TASK DESCRIPTION: The required output is a number: how many lines of the data below include the string "Left".

:::

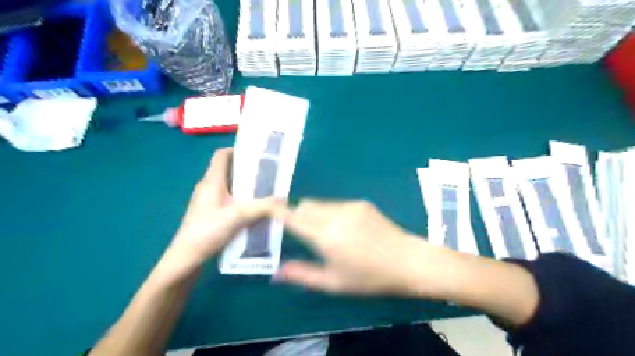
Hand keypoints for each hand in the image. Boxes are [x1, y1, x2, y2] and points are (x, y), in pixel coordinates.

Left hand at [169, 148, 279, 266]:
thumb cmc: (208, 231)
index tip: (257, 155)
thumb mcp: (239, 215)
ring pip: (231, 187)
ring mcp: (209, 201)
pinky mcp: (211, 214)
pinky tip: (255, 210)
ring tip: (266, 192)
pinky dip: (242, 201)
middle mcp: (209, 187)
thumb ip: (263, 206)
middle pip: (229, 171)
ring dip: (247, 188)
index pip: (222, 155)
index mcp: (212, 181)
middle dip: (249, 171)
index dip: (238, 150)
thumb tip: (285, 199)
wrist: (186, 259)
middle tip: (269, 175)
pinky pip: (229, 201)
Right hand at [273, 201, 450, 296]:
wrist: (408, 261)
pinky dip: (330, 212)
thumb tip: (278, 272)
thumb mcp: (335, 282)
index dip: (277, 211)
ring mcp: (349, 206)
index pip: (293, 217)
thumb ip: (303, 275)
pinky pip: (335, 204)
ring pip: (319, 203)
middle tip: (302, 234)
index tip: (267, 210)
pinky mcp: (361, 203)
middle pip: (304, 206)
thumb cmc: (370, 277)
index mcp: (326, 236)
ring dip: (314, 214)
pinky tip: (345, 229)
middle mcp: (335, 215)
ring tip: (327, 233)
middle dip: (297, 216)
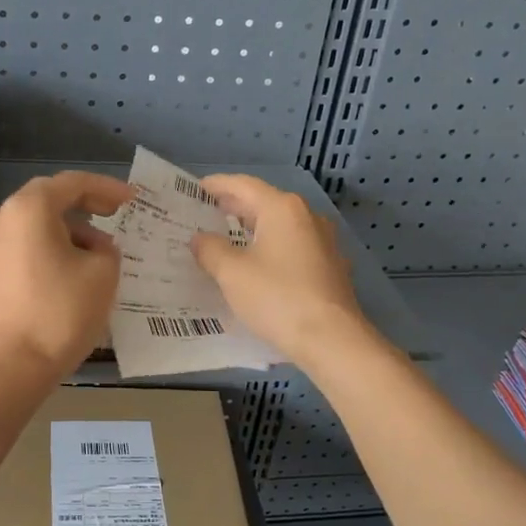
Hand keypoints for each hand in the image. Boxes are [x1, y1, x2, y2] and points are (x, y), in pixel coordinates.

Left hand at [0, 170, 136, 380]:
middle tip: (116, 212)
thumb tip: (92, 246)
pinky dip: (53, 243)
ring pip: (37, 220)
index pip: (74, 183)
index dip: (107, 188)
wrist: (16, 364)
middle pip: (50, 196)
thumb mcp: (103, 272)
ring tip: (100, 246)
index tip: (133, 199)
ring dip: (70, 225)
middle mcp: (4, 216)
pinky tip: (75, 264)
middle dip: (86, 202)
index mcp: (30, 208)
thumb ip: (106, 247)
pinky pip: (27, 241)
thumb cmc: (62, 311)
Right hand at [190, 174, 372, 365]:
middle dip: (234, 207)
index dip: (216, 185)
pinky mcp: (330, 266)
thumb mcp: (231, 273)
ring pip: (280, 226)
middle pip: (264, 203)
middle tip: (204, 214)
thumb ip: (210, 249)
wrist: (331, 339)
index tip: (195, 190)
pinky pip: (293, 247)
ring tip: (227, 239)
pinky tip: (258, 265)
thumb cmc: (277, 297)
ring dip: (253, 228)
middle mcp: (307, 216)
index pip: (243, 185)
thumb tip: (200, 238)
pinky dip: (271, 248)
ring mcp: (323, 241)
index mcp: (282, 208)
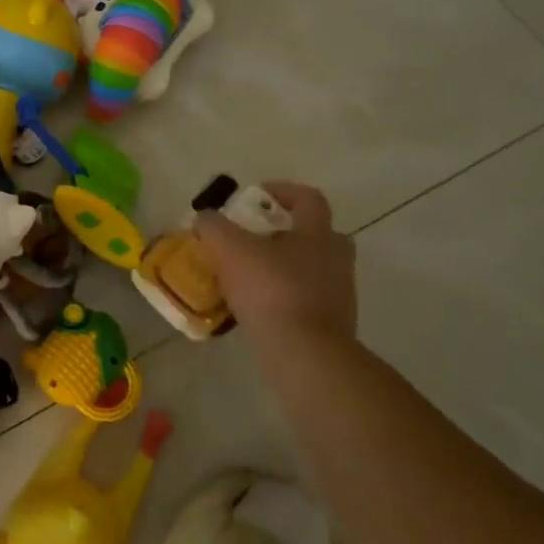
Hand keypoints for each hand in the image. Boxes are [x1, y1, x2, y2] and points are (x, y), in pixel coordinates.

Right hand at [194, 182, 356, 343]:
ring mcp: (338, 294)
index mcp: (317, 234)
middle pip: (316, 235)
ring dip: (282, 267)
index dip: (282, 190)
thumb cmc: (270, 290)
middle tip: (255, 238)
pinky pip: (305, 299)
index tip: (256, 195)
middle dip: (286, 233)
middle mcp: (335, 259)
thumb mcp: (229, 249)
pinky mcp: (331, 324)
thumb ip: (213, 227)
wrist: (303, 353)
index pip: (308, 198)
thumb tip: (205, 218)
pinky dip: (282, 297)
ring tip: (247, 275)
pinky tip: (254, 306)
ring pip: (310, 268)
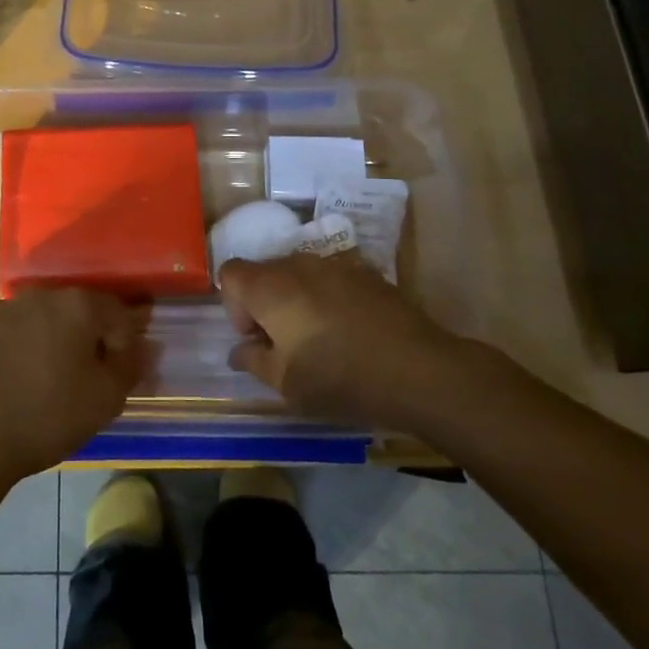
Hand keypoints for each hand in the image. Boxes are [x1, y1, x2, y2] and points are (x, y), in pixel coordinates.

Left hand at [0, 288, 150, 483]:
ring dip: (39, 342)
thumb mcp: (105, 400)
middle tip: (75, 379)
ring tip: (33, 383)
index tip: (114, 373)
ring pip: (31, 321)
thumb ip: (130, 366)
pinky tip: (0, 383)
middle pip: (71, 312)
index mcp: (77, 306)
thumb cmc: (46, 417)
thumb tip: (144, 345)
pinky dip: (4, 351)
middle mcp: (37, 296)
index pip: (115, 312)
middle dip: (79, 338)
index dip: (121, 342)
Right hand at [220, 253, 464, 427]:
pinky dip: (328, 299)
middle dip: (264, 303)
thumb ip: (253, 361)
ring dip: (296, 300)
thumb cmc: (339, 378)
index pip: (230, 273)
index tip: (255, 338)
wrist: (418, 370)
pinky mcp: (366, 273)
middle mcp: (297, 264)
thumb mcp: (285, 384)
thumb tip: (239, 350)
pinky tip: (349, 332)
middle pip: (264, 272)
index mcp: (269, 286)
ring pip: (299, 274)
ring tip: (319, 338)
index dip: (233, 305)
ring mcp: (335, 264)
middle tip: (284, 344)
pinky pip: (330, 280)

:::

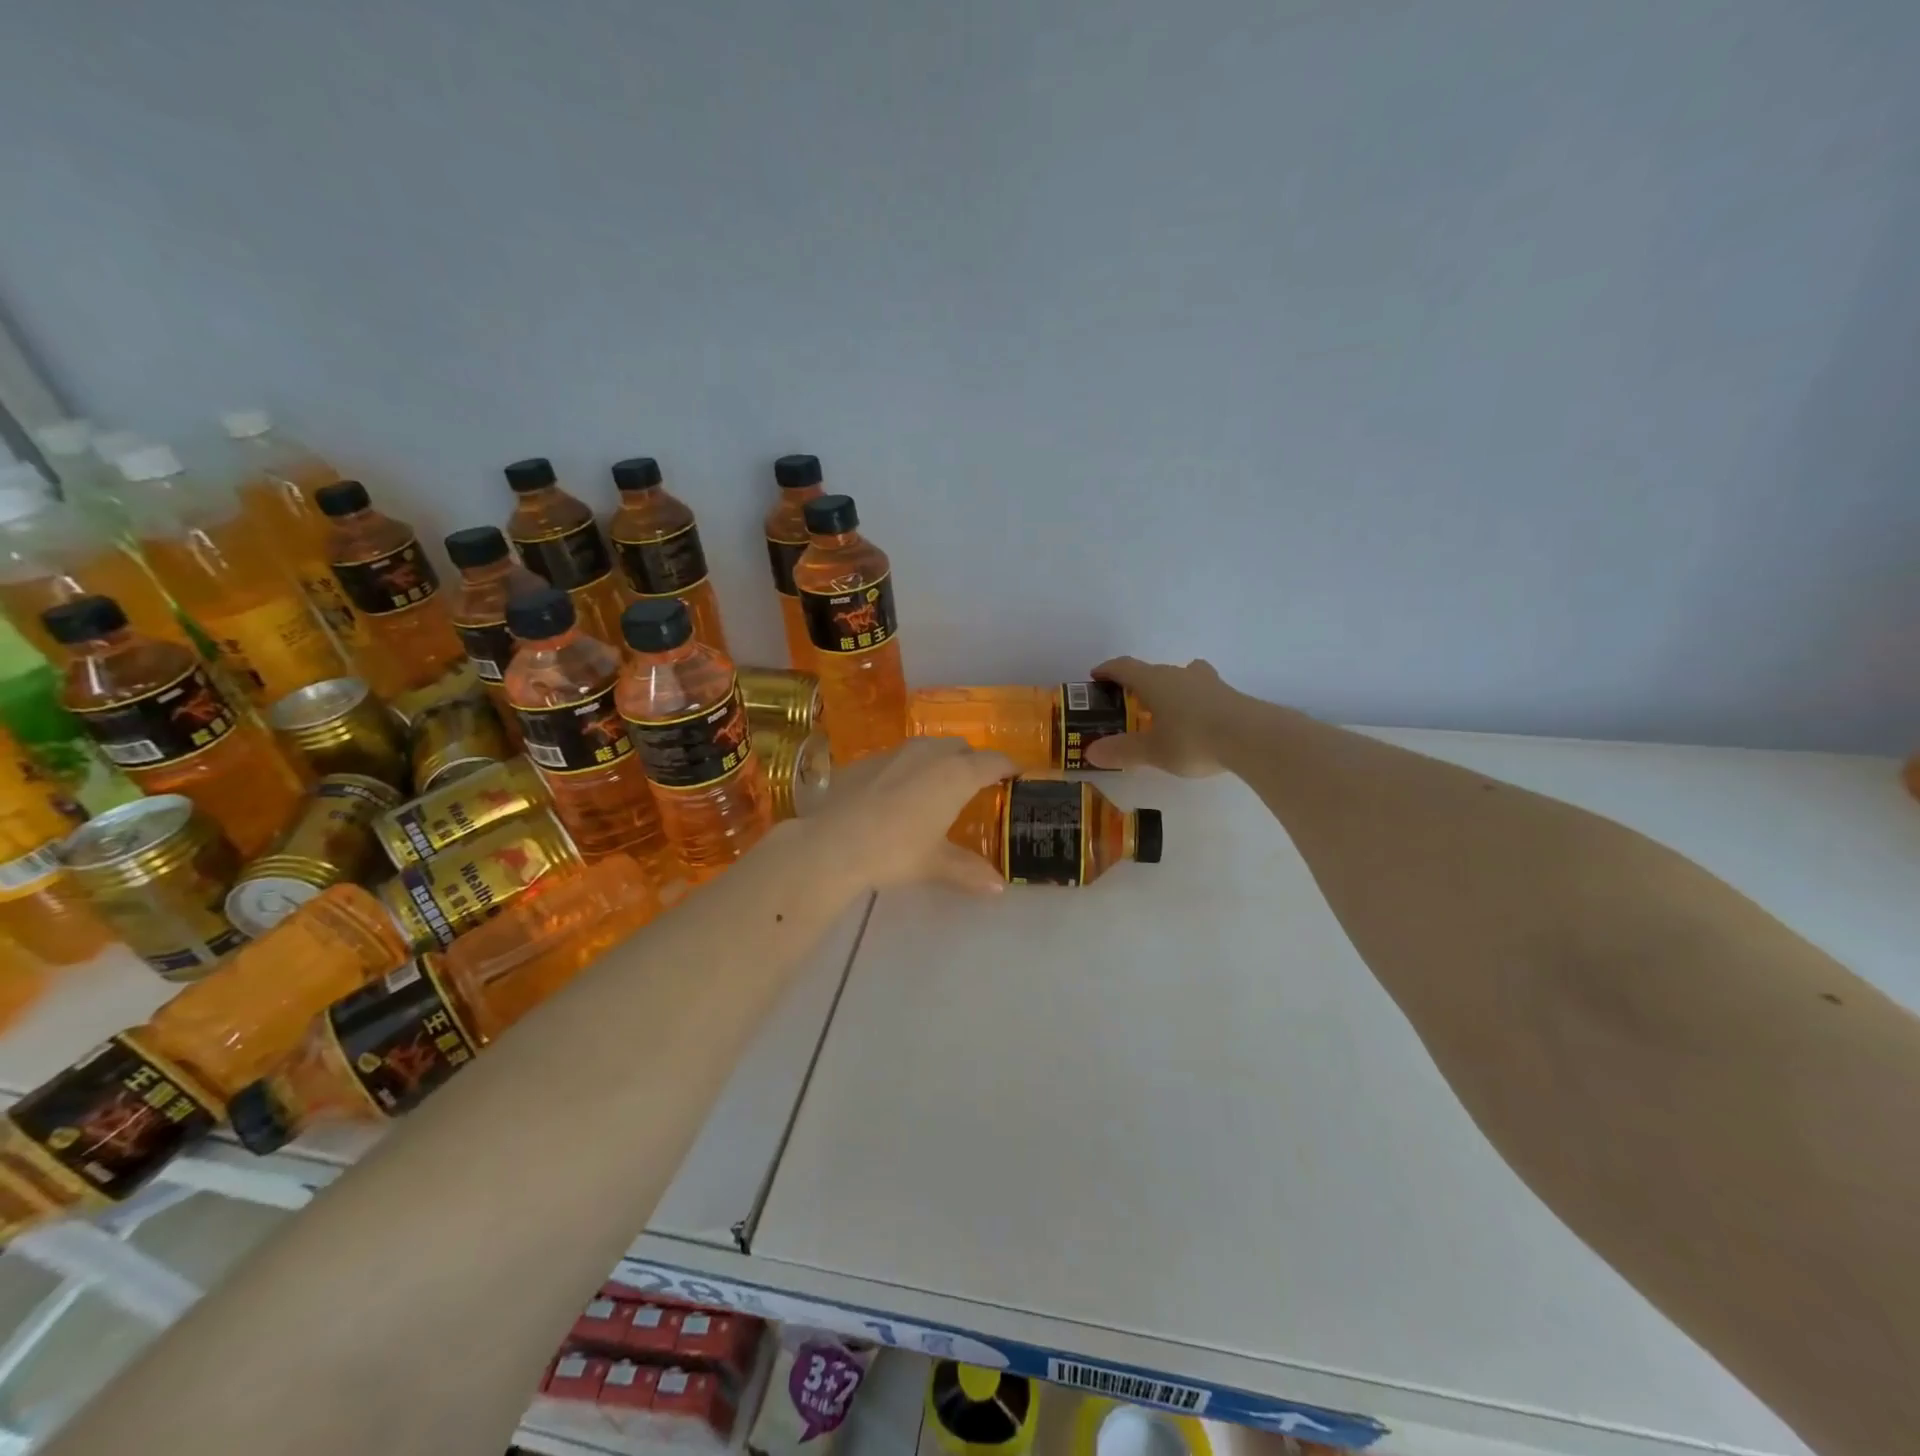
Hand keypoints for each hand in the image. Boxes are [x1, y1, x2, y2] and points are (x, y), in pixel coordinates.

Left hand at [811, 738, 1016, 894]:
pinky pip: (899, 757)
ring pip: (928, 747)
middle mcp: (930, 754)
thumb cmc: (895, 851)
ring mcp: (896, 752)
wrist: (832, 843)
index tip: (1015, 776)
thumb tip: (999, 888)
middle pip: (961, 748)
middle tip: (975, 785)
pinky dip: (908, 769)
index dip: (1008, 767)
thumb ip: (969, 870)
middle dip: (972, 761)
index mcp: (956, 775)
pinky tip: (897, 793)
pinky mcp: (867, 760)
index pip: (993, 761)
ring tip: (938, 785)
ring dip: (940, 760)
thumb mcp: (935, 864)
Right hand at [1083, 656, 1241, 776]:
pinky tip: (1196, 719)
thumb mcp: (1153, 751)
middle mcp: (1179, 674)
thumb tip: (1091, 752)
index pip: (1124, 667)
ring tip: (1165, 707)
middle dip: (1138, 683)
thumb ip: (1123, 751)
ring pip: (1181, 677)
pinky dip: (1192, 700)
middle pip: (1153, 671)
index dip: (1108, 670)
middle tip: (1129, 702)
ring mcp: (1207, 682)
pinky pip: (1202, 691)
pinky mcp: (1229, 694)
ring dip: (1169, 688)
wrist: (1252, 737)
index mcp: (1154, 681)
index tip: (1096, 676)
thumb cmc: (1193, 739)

:::

WRITTEN SOLUTION: 4